Lipo-oligoarginines as effective delivery vectors to promote cellular uptake

Abstract

An effective cellular delivery vector with enhanced intracellular retention was developed by conjugating a cell-penetrating peptide (CPP) with a fatty acid chain. The optimized lipopeptide (LP), myristoylated hendecaarginine (C14R11), penetrated the cell membrane with high efficiency, and achieved superior metabolic stability and versatility as compared with unmodified oligoarginine CPPs, offering no adverse effect on cell viability and function. Cellular uptake, intracellular localization, cytotoxicity, and release kinetics of oligoarginines and LPs were investigated using flow cytometry analysis, cytotoxicity assay, and confocal microscopy.

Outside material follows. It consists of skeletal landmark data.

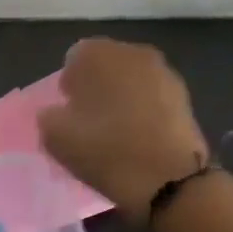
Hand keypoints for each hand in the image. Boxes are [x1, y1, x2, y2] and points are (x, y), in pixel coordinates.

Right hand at [38, 38, 208, 219]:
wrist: (169, 179)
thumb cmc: (106, 151)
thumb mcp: (56, 138)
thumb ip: (49, 116)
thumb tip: (57, 112)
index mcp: (99, 53)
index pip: (75, 58)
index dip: (70, 84)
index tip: (69, 111)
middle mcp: (133, 52)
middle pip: (107, 64)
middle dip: (97, 85)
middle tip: (91, 120)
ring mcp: (163, 71)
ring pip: (132, 79)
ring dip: (123, 96)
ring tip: (118, 130)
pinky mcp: (184, 95)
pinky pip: (153, 95)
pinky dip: (145, 108)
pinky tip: (141, 135)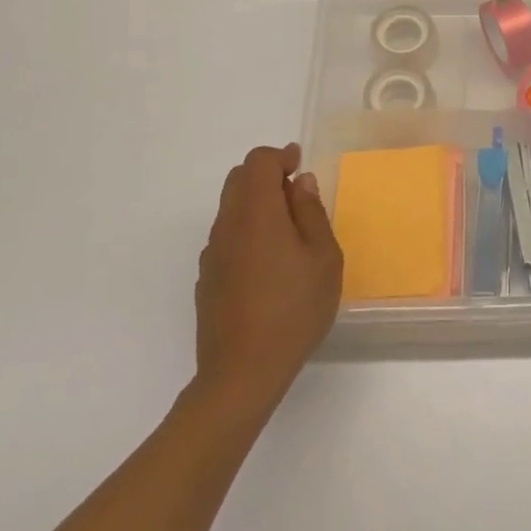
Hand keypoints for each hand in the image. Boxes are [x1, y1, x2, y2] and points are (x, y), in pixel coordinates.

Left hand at [194, 144, 342, 410]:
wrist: (242, 373)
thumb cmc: (294, 310)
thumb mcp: (323, 258)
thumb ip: (311, 212)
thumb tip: (300, 183)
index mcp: (256, 213)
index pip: (258, 162)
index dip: (281, 156)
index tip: (300, 165)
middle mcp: (227, 225)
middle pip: (238, 179)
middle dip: (266, 175)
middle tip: (297, 194)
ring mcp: (212, 253)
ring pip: (230, 208)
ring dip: (256, 203)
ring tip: (288, 230)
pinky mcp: (207, 278)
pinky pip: (226, 236)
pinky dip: (246, 230)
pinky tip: (268, 262)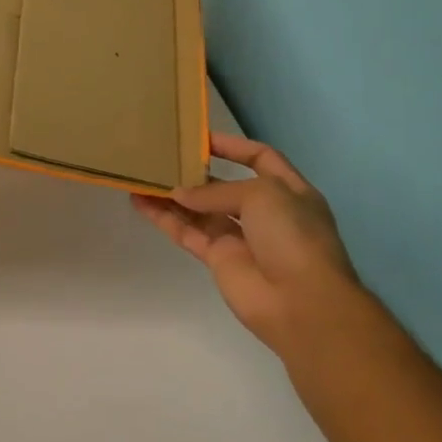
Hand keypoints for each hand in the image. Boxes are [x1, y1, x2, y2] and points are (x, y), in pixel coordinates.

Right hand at [132, 132, 360, 353]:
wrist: (302, 303)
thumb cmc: (293, 236)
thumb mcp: (262, 194)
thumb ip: (216, 191)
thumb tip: (179, 194)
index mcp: (289, 191)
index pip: (261, 159)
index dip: (234, 146)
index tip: (201, 137)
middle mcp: (264, 213)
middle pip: (224, 186)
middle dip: (196, 172)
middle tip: (163, 156)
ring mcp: (240, 237)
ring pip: (199, 210)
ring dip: (172, 194)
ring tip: (142, 176)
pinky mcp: (218, 259)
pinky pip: (187, 232)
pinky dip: (164, 218)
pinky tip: (140, 202)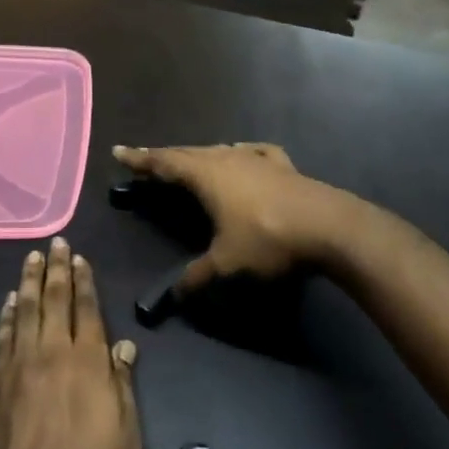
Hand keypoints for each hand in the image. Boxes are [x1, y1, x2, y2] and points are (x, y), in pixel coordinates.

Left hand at [0, 239, 140, 448]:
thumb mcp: (126, 438)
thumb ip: (122, 386)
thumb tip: (123, 347)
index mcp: (87, 363)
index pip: (86, 310)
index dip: (83, 281)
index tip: (79, 258)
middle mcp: (51, 353)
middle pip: (53, 300)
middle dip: (55, 269)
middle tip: (55, 243)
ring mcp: (19, 366)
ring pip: (24, 311)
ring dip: (28, 281)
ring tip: (32, 258)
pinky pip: (3, 336)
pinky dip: (7, 314)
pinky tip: (9, 301)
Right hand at [112, 143, 333, 294]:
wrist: (330, 227)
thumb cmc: (268, 240)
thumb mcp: (227, 263)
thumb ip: (197, 277)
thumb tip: (173, 297)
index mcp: (206, 176)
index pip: (164, 163)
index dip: (140, 159)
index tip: (119, 152)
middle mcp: (227, 159)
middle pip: (187, 153)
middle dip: (164, 157)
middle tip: (145, 159)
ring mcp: (257, 159)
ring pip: (218, 151)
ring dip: (199, 156)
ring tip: (188, 161)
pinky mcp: (282, 165)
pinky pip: (252, 153)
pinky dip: (239, 154)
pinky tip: (243, 154)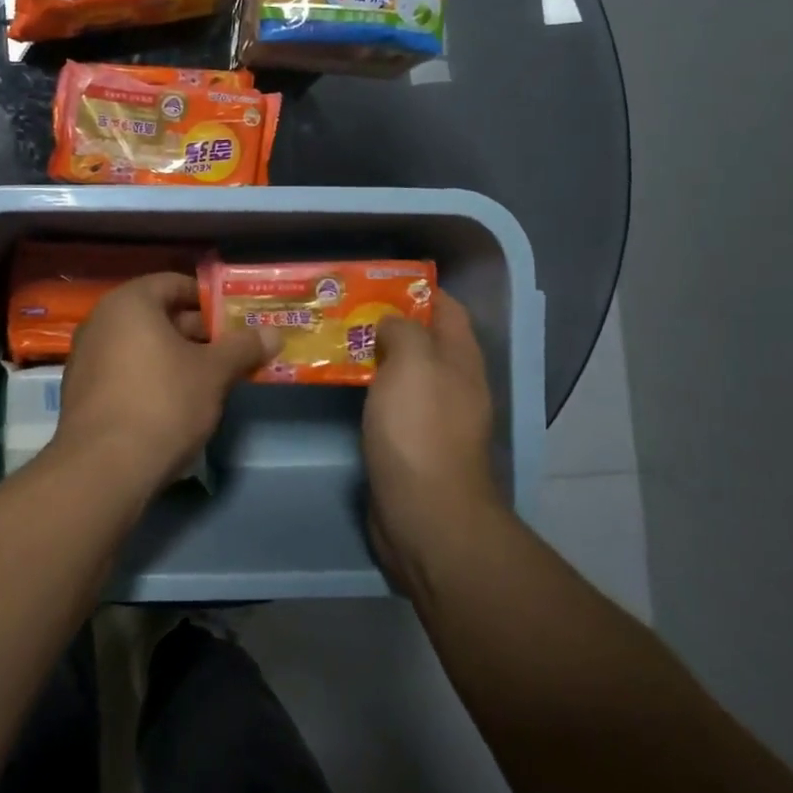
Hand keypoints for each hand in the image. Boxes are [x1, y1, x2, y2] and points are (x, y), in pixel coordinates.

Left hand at [54, 273, 278, 495]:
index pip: (174, 283)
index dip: (209, 299)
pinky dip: (151, 378)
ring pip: (141, 346)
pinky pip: (124, 372)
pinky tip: (176, 404)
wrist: (103, 468)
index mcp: (129, 303)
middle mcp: (101, 321)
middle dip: (197, 333)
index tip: (236, 319)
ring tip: (211, 379)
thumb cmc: (163, 402)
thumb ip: (243, 347)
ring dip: (176, 358)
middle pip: (157, 315)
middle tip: (232, 351)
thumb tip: (273, 332)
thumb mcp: (213, 373)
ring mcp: (86, 358)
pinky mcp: (82, 393)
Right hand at [363, 290, 501, 588]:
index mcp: (460, 360)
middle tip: (343, 308)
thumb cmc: (419, 429)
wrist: (424, 512)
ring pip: (401, 373)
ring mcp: (431, 417)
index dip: (418, 290)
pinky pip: (387, 403)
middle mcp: (451, 384)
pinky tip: (338, 383)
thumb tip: (390, 324)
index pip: (447, 309)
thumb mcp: (413, 363)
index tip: (377, 280)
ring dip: (372, 355)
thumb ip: (403, 330)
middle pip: (422, 340)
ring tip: (332, 339)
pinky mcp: (408, 444)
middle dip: (387, 321)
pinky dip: (366, 388)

The cellular uptake efficiency and intracellular metabolic stability of C14R11 LP was further enhanced by replacing the L-arginine residues with D-arginine isomers. The cellular uptake and intracellular metabolic stability of D-form C14R11 (C14dR11) was significantly increased without any noticeable cytotoxicity compared to the unmodified parent hepta-arginine CPP or L-arginine LPs.

Fig. 1

Cellular uptake of 10 μM LPs incubated with Jurkat cells for 10 min at 37 °C. (A) Jurkat cells incubated with LPs were washed, trypsin treated, PI stained, and analyzed by flow cytometry with 1–2 × 104 events. (B, C, and D) The histograms of C12, C14, or C16 LPs. Each experiment was performed at least three times in triplicate, and the results are expressed as the median change in fluorescence ± S.D. The median fluorescence intensity of R7 in Jurkat cell was set as 1.

Fig. 2

Cellular uptake of LPs in Jurkat cells incubated for 60 min. (A) Cells are incubated with 10 μM of LPs for 60 min at 37 °C. The fluorescence intensity of R7 at 60 min was set as 1. (B and C) The flow cytometry histograms of C12 and C14 LPs.

Fig. 3

Cellular uptake of 10 μM LPs incubated with various cell lines. Jurkat, 8E5, and U266B1 cells were incubated with R7, R9, and C14R11 LPs, washed, and analyzed by flow cytometry. The median fluorescence intensity of R7 in each cell line was set as 1.

Fig. 4

Effects of LPs on cell toxicity. Jurkat cells were incubated with 10μM of LPs for 10 min or 60 min at 37 °C. Data were normalized to the amount of maximum LDH released from the cultures treated with lysis solution alone and corrected for baseline LDH release from cultures exposed to buffer only.

Fig. 5

Cellular uptake of LPs at different temperatures. (A) Relative fluorescent intensities of LPs. Cells were incubated with 10 μM of LPs (R7, C12R9, or C14R11) at 4 °C for 10–60 min. The fluorescence intensity of R7 incubated for 10 min at 4 °C was set as 1. (B) Absolute fluorescent intensity of cells at 4 °C or 37 °C for 10 or 60 min.

Fig. 6

Intracellular distribution of LPs in Jurkat cells. Cells were treated with 10 μM of R7 and C14R11 for 10 min at 37 °C. The cell images were acquired by confocal microscopy.

Fig. 7

Comparison of C14dR11 or C14R11 on Jurkat cells. (A) Retention profiles of LPs. Cells were cultured with 10 μM of C14R11 or C14dR11 LPs at 37 °C for 10 min. Then cells were washed and reincubated in 6 well culture plates for a period of time (0, 6, 24, and 48 h) prior to flow cytometry analysis. (B) Cellular uptake of C14R11 or C14dR11 LPs. Cells was incubated with 10 μM of LPs at 37 °C for 10 min. The fluorescence intensity of C14R11 peptide was set as 1. (C) Cytotoxicity of C14R11 and C14dR11 LPs. Cells were incubated with 10 μM of LPs at 37 °C for 60 min. Experiments were performed in triplicate, mean ± SD.